LONDON (AP) — Carlos Alcaraz's ability to hit any type of shot, from any position on the court, on any surface, keeps fans on the edge of their seats.

Keeps other players guessing, too.

Alcaraz delights in all of that — he loves putting on a show just as much as he enjoys knowing he makes the guys on the other side of the net uncomfortable — and figures it can only help him in the Wimbledon semifinals against Daniil Medvedev on Friday.

It's beneficial, Alcaraz said, that opponents need to focus on whether he'll be “able to be back (in) the point or ... able to hit an unbelievable shot.”

“For me,” he said, “it’s great that they're thinking about it.”

Alcaraz, the No. 3 seed, is seeking a second consecutive trophy at the All England Club and fourth Grand Slam title overall. His triumph last month at the French Open made him, at 21, the youngest man to collect a major trophy on hard, grass and clay courts.

Medvedev, who is seeded No. 5 and defeated No. 1 Jannik Sinner in the quarterfinals, won the 2021 U.S. Open but is just 1-5 in major finals.

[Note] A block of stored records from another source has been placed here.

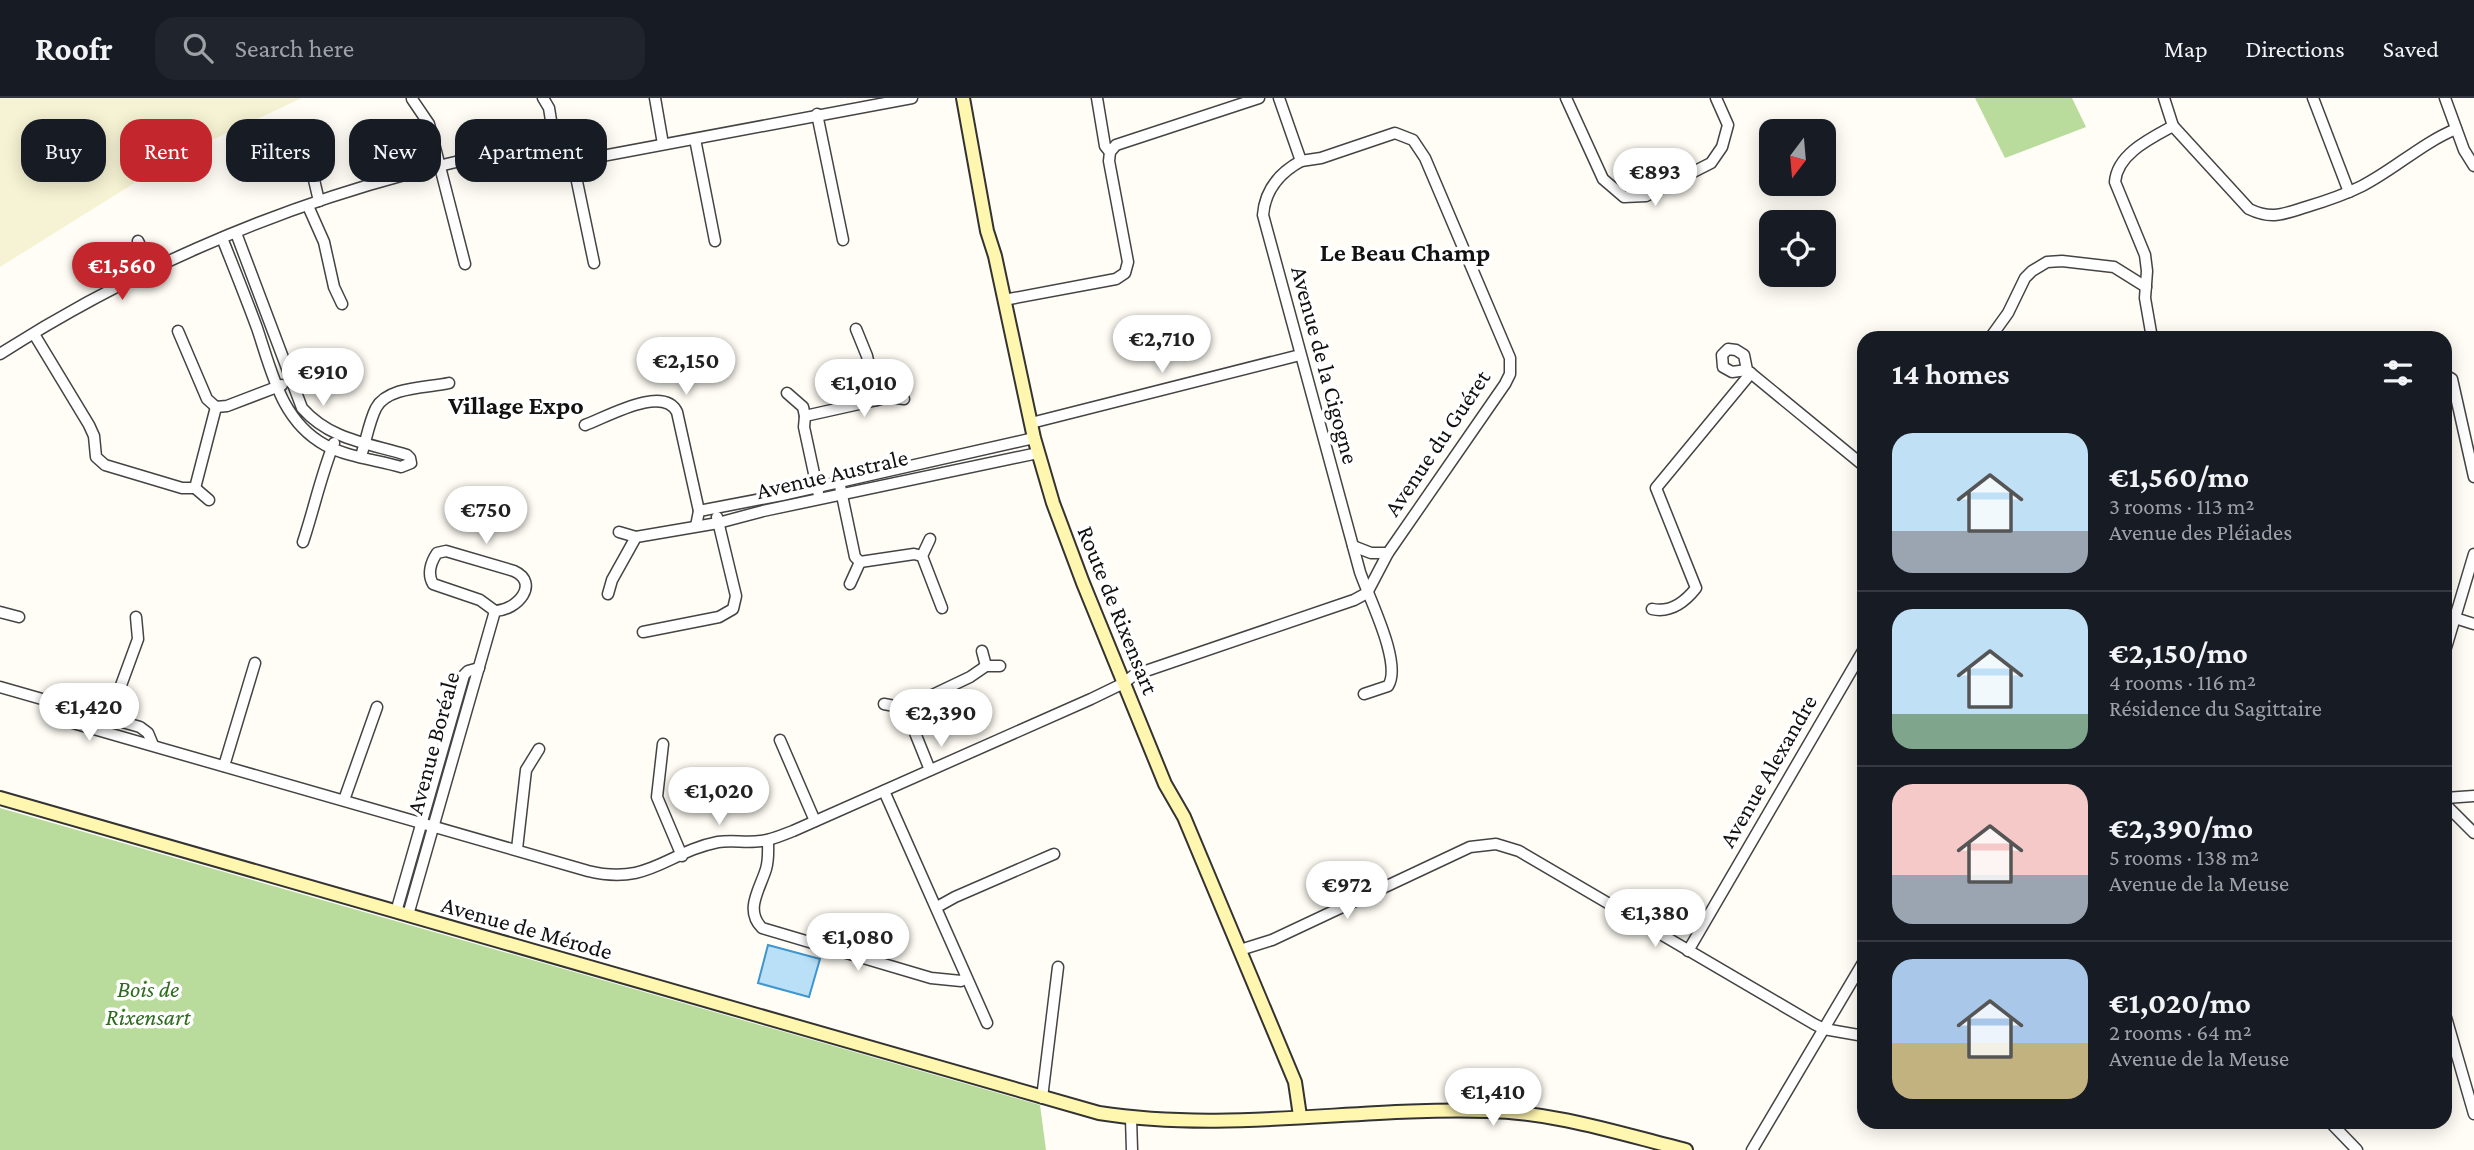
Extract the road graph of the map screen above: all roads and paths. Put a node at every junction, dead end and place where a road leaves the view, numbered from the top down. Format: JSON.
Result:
{"nodes":[{"id":1,"x":543,"y":98,"type":"edge"},
{"id":2,"x":655,"y":98,"type":"edge"},
{"id":3,"x":912,"y":98,"type":"edge"},
{"id":4,"x":963,"y":98,"type":"edge"},
{"id":5,"x":1097,"y":98,"type":"edge"},
{"id":6,"x":1259,"y":98,"type":"edge"},
{"id":7,"x":1279,"y":98,"type":"edge"},
{"id":8,"x":1566,"y":98,"type":"edge"},
{"id":9,"x":1716,"y":98,"type":"edge"},
{"id":10,"x":2164,"y":98,"type":"edge"},
{"id":11,"x":2312,"y":98,"type":"edge"},
{"id":12,"x":2445,"y":98,"type":"edge"},
{"id":13,"x":412,"y":99,"type":"edge"},
{"id":14,"x":883,"y":101,"type":"edge"},
{"id":15,"x":817,"y":114,"type":"junction"},
{"id":16,"x":426,"y":119,"type":"edge"},
{"id":17,"x":551,"y":119,"type":"edge"},
{"id":18,"x":2173,"y":125,"type":"junction"},
{"id":19,"x":2456,"y":129,"type":"junction"},
{"id":20,"x":695,"y":139,"type":"junction"},
{"id":21,"x":663,"y":144,"type":"junction"},
{"id":22,"x":1110,"y":152,"type":"junction"},
{"id":23,"x":607,"y":156,"type":"edge"},
{"id":24,"x":1301,"y":161,"type":"junction"},
{"id":25,"x":2474,"y":166,"type":"edge"},
{"id":26,"x":441,"y":174,"type":"edge"},
{"id":27,"x":314,"y":182,"type":"edge"},
{"id":28,"x":384,"y":182,"type":"edge"},
{"id":29,"x":575,"y":182,"type":"edge"},
{"id":30,"x":2349,"y":192,"type":"junction"},
{"id":31,"x":319,"y":201,"type":"junction"},
{"id":32,"x":309,"y":206,"type":"junction"},
{"id":33,"x":236,"y":233,"type":"junction"},
{"id":34,"x":222,"y":238,"type":"junction"},
{"id":35,"x":843,"y":240,"type":"dead end"},
{"id":36,"x":138,"y":241,"type":"dead end"},
{"id":37,"x":715,"y":241,"type":"dead end"},
{"id":38,"x":593,"y":263,"type":"dead end"},
{"id":39,"x":465,"y":264,"type":"dead end"},
{"id":40,"x":151,"y":269,"type":"junction"},
{"id":41,"x":2146,"y":287,"type":"junction"},
{"id":42,"x":1004,"y":300,"type":"junction"},
{"id":43,"x":342,"y":304,"type":"dead end"},
{"id":44,"x":856,"y":329,"type":"dead end"},
{"id":45,"x":178,"y":331,"type":"dead end"},
{"id":46,"x":1995,"y":331,"type":"edge"},
{"id":47,"x":2151,"y":331,"type":"edge"},
{"id":48,"x":34,"y":334,"type":"junction"},
{"id":49,"x":0,"y":354,"type":"edge"},
{"id":50,"x":1300,"y":355,"type":"junction"},
{"id":51,"x":2452,"y":379,"type":"edge"},
{"id":52,"x":290,"y":382,"type":"junction"},
{"id":53,"x":449,"y":383,"type":"dead end"},
{"id":54,"x":277,"y":387,"type":"junction"},
{"id":55,"x":786,"y":393,"type":"dead end"},
{"id":56,"x":904,"y":399,"type":"dead end"},
{"id":57,"x":877,"y":400,"type":"junction"},
{"id":58,"x":216,"y":407,"type":"junction"},
{"id":59,"x":805,"y":416,"type":"junction"},
{"id":60,"x":1031,"y":423,"type":"junction"},
{"id":61,"x":585,"y":425,"type":"dead end"},
{"id":62,"x":337,"y":435,"type":"junction"},
{"id":63,"x":1034,"y":438,"type":"junction"},
{"id":64,"x":366,"y":443,"type":"junction"},
{"id":65,"x":332,"y":448,"type":"junction"},
{"id":66,"x":1038,"y":453,"type":"junction"},
{"id":67,"x":361,"y":456,"type":"junction"},
{"id":68,"x":1857,"y":460,"type":"edge"},
{"id":69,"x":2474,"y":477,"type":"edge"},
{"id":70,"x":839,"y":481,"type":"junction"},
{"id":71,"x":817,"y":486,"type":"junction"},
{"id":72,"x":195,"y":488,"type":"junction"},
{"id":73,"x":841,"y":495,"type":"junction"},
{"id":74,"x":209,"y":499,"type":"dead end"},
{"id":75,"x":819,"y":500,"type":"junction"},
{"id":76,"x":715,"y":509,"type":"junction"},
{"id":77,"x":699,"y":511,"type":"junction"},
{"id":78,"x":718,"y":523,"type":"junction"},
{"id":79,"x":696,"y":526,"type":"junction"},
{"id":80,"x":619,"y":532,"type":"dead end"},
{"id":81,"x":636,"y":537,"type":"junction"},
{"id":82,"x":930,"y":539,"type":"dead end"},
{"id":83,"x":303,"y":542,"type":"dead end"},
{"id":84,"x":1353,"y":546,"type":"junction"},
{"id":85,"x":1388,"y":553,"type":"junction"},
{"id":86,"x":2474,"y":554,"type":"edge"},
{"id":87,"x":922,"y":556,"type":"junction"},
{"id":88,"x":860,"y":562,"type":"junction"},
{"id":89,"x":850,"y":584,"type":"dead end"},
{"id":90,"x":1367,"y":593,"type":"junction"},
{"id":91,"x":608,"y":594,"type":"dead end"},
{"id":92,"x":942,"y":608,"type":"dead end"},
{"id":93,"x":1652,"y":609,"type":"dead end"},
{"id":94,"x":495,"y":611,"type":"junction"},
{"id":95,"x":0,"y":612,"type":"edge"},
{"id":96,"x":19,"y":617,"type":"dead end"},
{"id":97,"x":136,"y":617,"type":"dead end"},
{"id":98,"x":2455,"y":618,"type":"junction"},
{"id":99,"x":2474,"y":624,"type":"edge"},
{"id":100,"x":2452,"y":628,"type":"edge"},
{"id":101,"x":643,"y":632,"type":"dead end"},
{"id":102,"x":982,"y":651,"type":"dead end"},
{"id":103,"x":1857,"y":661,"type":"edge"},
{"id":104,"x":255,"y":663,"type":"dead end"},
{"id":105,"x":986,"y":666,"type":"junction"},
{"id":106,"x":1000,"y":666,"type":"dead end"},
{"id":107,"x":479,"y":668,"type":"junction"},
{"id":108,"x":1124,"y":683,"type":"junction"},
{"id":109,"x":0,"y":687,"type":"edge"},
{"id":110,"x":1364,"y":694,"type":"dead end"},
{"id":111,"x":55,"y":702,"type":"junction"},
{"id":112,"x":884,"y":704,"type":"dead end"},
{"id":113,"x":377,"y":706,"type":"dead end"},
{"id":114,"x":905,"y":708,"type":"junction"},
{"id":115,"x":109,"y":718,"type":"junction"},
{"id":116,"x":780,"y":740,"type":"dead end"},
{"id":117,"x":663,"y":744,"type":"dead end"},
{"id":118,"x":153,"y":745,"type":"junction"},
{"id":119,"x":539,"y":749,"type":"dead end"},
{"id":120,"x":224,"y":765,"type":"junction"},
{"id":121,"x":930,"y":770,"type":"junction"},
{"id":122,"x":884,"y":791,"type":"junction"},
{"id":123,"x":2474,"y":796,"type":"edge"},
{"id":124,"x":2452,"y":798,"type":"edge"},
{"id":125,"x":0,"y":799,"type":"edge"},
{"id":126,"x":344,"y":800,"type":"junction"},
{"id":127,"x":2452,"y":811,"type":"edge"},
{"id":128,"x":815,"y":821,"type":"junction"},
{"id":129,"x":421,"y":822,"type":"junction"},
{"id":130,"x":434,"y":826,"type":"junction"},
{"id":131,"x":2474,"y":833,"type":"edge"},
{"id":132,"x":768,"y":840,"type":"junction"},
{"id":133,"x":517,"y":849,"type":"junction"},
{"id":134,"x":1054,"y":854,"type":"dead end"},
{"id":135,"x":682,"y":856,"type":"junction"},
{"id":136,"x":937,"y":907,"type":"junction"},
{"id":137,"x":402,"y":914,"type":"junction"},
{"id":138,"x":1240,"y":950,"type":"junction"},
{"id":139,"x":1688,"y":951,"type":"junction"},
{"id":140,"x":1058,"y":967,"type":"dead end"},
{"id":141,"x":1857,"y":973,"type":"edge"},
{"id":142,"x":966,"y":978,"type":"junction"},
{"id":143,"x":987,"y":1023,"type":"dead end"},
{"id":144,"x":1825,"y":1029,"type":"junction"},
{"id":145,"x":1857,"y":1036,"type":"edge"},
{"id":146,"x":2452,"y":1038,"type":"edge"},
{"id":147,"x":1042,"y":1098,"type":"junction"},
{"id":148,"x":2474,"y":1114,"type":"edge"},
{"id":149,"x":1300,"y":1116,"type":"junction"},
{"id":150,"x":1131,"y":1118,"type":"junction"},
{"id":151,"x":2337,"y":1129,"type":"edge"},
{"id":152,"x":1132,"y":1150,"type":"edge"},
{"id":153,"x":1686,"y":1150,"type":"edge"},
{"id":154,"x":1752,"y":1150,"type":"edge"},
{"id":155,"x":2357,"y":1150,"type":"edge"}],
"edges":[{"from":1,"to":17,"type":"street"},
{"from":2,"to":21,"type":"street"},
{"from":3,"to":14,"type":"street"},
{"from":4,"to":42,"type":"street","name":"Route de Rixensart"},
{"from":5,"to":22,"type":"street"},
{"from":6,"to":22,"type":"street"},
{"from":7,"to":24,"type":"street"},
{"from":8,"to":9,"type":"street"},
{"from":10,"to":18,"type":"street"},
{"from":11,"to":30,"type":"street"},
{"from":12,"to":19,"type":"street"},
{"from":13,"to":16,"type":"street"},
{"from":14,"to":15,"type":"street"},
{"from":15,"to":20,"type":"street"},
{"from":15,"to":35,"type":"street"},
{"from":18,"to":30,"type":"street"},
{"from":18,"to":41,"type":"street"},
{"from":19,"to":25,"type":"street"},
{"from":19,"to":30,"type":"street"},
{"from":20,"to":21,"type":"street"},
{"from":20,"to":37,"type":"street"},
{"from":21,"to":23,"type":"street"},
{"from":22,"to":42,"type":"street"},
{"from":24,"to":50,"type":"street","name":"Avenue de la Cigogne"},
{"from":24,"to":85,"type":"street","name":"Avenue du Guéret"},
{"from":26,"to":39,"type":"street"},
{"from":27,"to":31,"type":"street"},
{"from":28,"to":31,"type":"street"},
{"from":29,"to":38,"type":"street"},
{"from":31,"to":32,"type":"street"},
{"from":32,"to":33,"type":"street"},
{"from":32,"to":43,"type":"street"},
{"from":33,"to":34,"type":"street"},
{"from":33,"to":52,"type":"street"},
{"from":34,"to":40,"type":"street"},
{"from":34,"to":54,"type":"street"},
{"from":36,"to":40,"type":"street"},
{"from":40,"to":48,"type":"street"},
{"from":41,"to":46,"type":"street"},
{"from":41,"to":47,"type":"street"},
{"from":42,"to":60,"type":"street","name":"Route de Rixensart"},
{"from":44,"to":57,"type":"street"},
{"from":45,"to":58,"type":"street"},
{"from":48,"to":49,"type":"street"},
{"from":48,"to":72,"type":"street"},
{"from":50,"to":60,"type":"street"},
{"from":50,"to":84,"type":"street","name":"Avenue de la Cigogne"},
{"from":51,"to":69,"type":"street"},
{"from":52,"to":54,"type":"street"},
{"from":52,"to":62,"type":"street"},
{"from":53,"to":64,"type":"street"},
{"from":54,"to":58,"type":"street"},
{"from":54,"to":65,"type":"street"},
{"from":55,"to":59,"type":"street"},
{"from":56,"to":57,"type":"street"},
{"from":57,"to":59,"type":"street"},
{"from":58,"to":72,"type":"street"},
{"from":59,"to":71,"type":"street"},
{"from":60,"to":63,"type":"street","name":"Route de Rixensart"},
{"from":61,"to":77,"type":"street"},
{"from":62,"to":64,"type":"street"},
{"from":62,"to":65,"type":"street"},
{"from":63,"to":66,"type":"street","name":"Route de Rixensart"},
{"from":63,"to":70,"type":"street","name":"Avenue Australe"},
{"from":64,"to":67,"type":"street"},
{"from":64,"to":67,"type":"street"},
{"from":65,"to":67,"type":"street"},
{"from":65,"to":83,"type":"street"},
{"from":66,"to":73,"type":"street","name":"Avenue Australe"},
{"from":66,"to":108,"type":"street","name":"Route de Rixensart"},
{"from":68,"to":93,"type":"street"},
{"from":70,"to":71,"type":"street","name":"Avenue Australe"},
{"from":70,"to":73,"type":"street"},
{"from":71,"to":75,"type":"street"},
{"from":71,"to":76,"type":"street","name":"Avenue Australe"},
{"from":72,"to":74,"type":"street"},
{"from":73,"to":75,"type":"street","name":"Avenue Australe"},
{"from":73,"to":88,"type":"street"},
{"from":75,"to":78,"type":"street","name":"Avenue Australe"},
{"from":76,"to":77,"type":"street","name":"Avenue Australe"},
{"from":76,"to":78,"type":"street"},
{"from":77,"to":79,"type":"street"},
{"from":78,"to":79,"type":"street","name":"Avenue Australe"},
{"from":78,"to":101,"type":"street"},
{"from":79,"to":81,"type":"street","name":"Avenue Australe"},
{"from":80,"to":81,"type":"street","name":"Avenue Australe"},
{"from":81,"to":91,"type":"street"},
{"from":82,"to":87,"type":"street"},
{"from":84,"to":85,"type":"street","name":"Avenue du Guéret"},
{"from":84,"to":90,"type":"street","name":"Avenue de la Cigogne"},
{"from":85,"to":90,"type":"street","name":"Avenue du Guéret"},
{"from":86,"to":98,"type":"street"},
{"from":87,"to":88,"type":"street"},
{"from":87,"to":92,"type":"street"},
{"from":88,"to":89,"type":"street"},
{"from":90,"to":108,"type":"street"},
{"from":90,"to":110,"type":"street","name":"Avenue de la Cigogne"},
{"from":94,"to":94,"type":"street"},
{"from":94,"to":107,"type":"street"},
{"from":95,"to":96,"type":"street"},
{"from":97,"to":115,"type":"street"},
{"from":98,"to":99,"type":"street"},
{"from":98,"to":100,"type":"street"},
{"from":102,"to":105,"type":"street"},
{"from":103,"to":139,"type":"street","name":"Avenue Alexandre"},
{"from":104,"to":120,"type":"street"},
{"from":105,"to":106,"type":"street"},
{"from":105,"to":114,"type":"street"},
{"from":107,"to":129,"type":"street","name":"Avenue Boréale"},
{"from":107,"to":130,"type":"street","name":"Avenue Boréale"},
{"from":108,"to":121,"type":"street"},
{"from":108,"to":138,"type":"street","name":"Route de Rixensart"},
{"from":109,"to":111,"type":"street"},
{"from":111,"to":115,"type":"street"},
{"from":111,"to":118,"type":"street"},
{"from":112,"to":114,"type":"street"},
{"from":113,"to":126,"type":"street"},
{"from":114,"to":121,"type":"street"},
{"from":115,"to":118,"type":"street"},
{"from":116,"to":128,"type":"street"},
{"from":117,"to":135,"type":"street"},
{"from":118,"to":120,"type":"street"},
{"from":119,"to":133,"type":"street"},
{"from":120,"to":126,"type":"street"},
{"from":121,"to":122,"type":"street"},
{"from":122,"to":128,"type":"street"},
{"from":122,"to":136,"type":"street"},
{"from":123,"to":124,"type":"street"},
{"from":125,"to":137,"type":"street","name":"Avenue de Mérode"},
{"from":126,"to":129,"type":"street"},
{"from":127,"to":131,"type":"street"},
{"from":128,"to":132,"type":"street"},
{"from":129,"to":130,"type":"street"},
{"from":129,"to":137,"type":"street","name":"Avenue Boréale"},
{"from":130,"to":133,"type":"street"},
{"from":130,"to":137,"type":"street","name":"Avenue Boréale"},
{"from":132,"to":135,"type":"street"},
{"from":132,"to":142,"type":"street"},
{"from":133,"to":135,"type":"street"},
{"from":134,"to":136,"type":"street"},
{"from":136,"to":142,"type":"street"},
{"from":137,"to":147,"type":"street","name":"Avenue de Mérode"},
{"from":138,"to":139,"type":"street"},
{"from":138,"to":149,"type":"street","name":"Route de Rixensart"},
{"from":139,"to":144,"type":"street"},
{"from":140,"to":147,"type":"street"},
{"from":141,"to":144,"type":"street"},
{"from":142,"to":143,"type":"street"},
{"from":144,"to":145,"type":"street"},
{"from":144,"to":154,"type":"street"},
{"from":146,"to":148,"type":"street"},
{"from":147,"to":150,"type":"street","name":"Avenue de Mérode"},
{"from":149,"to":150,"type":"street","name":"Avenue de Mérode"},
{"from":149,"to":153,"type":"street","name":"Avenue de Mérode"},
{"from":150,"to":152,"type":"street"},
{"from":151,"to":155,"type":"street"}]}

The other match Friday will be No. 2 Novak Djokovic, who has won seven of his men's-record 24 Slam championships at Wimbledon, against No. 25 Lorenzo Musetti, making his debut in a major semifinal.

“Against him, you are probably more stressed, because he’s probably the best player ever — or one of the best players ever,” said the 22-year-old Musetti, who beat Taylor Fritz in five sets on Wednesday, while Djokovic got the day off because his foe, Alex de Minaur, withdrew with an injured hip.

“You walk on court with a different mentality,” said Musetti, whose 1-5 record against Djokovic includes a five-set loss at this year's French Open that ended at after 3 a.m. “If I play in a certain way, I could have my shot in the next round.”

Alcaraz vs. Medvedev is a rematch from last year's semifinals, when Alcaraz won in straight sets before getting past Djokovic in the final.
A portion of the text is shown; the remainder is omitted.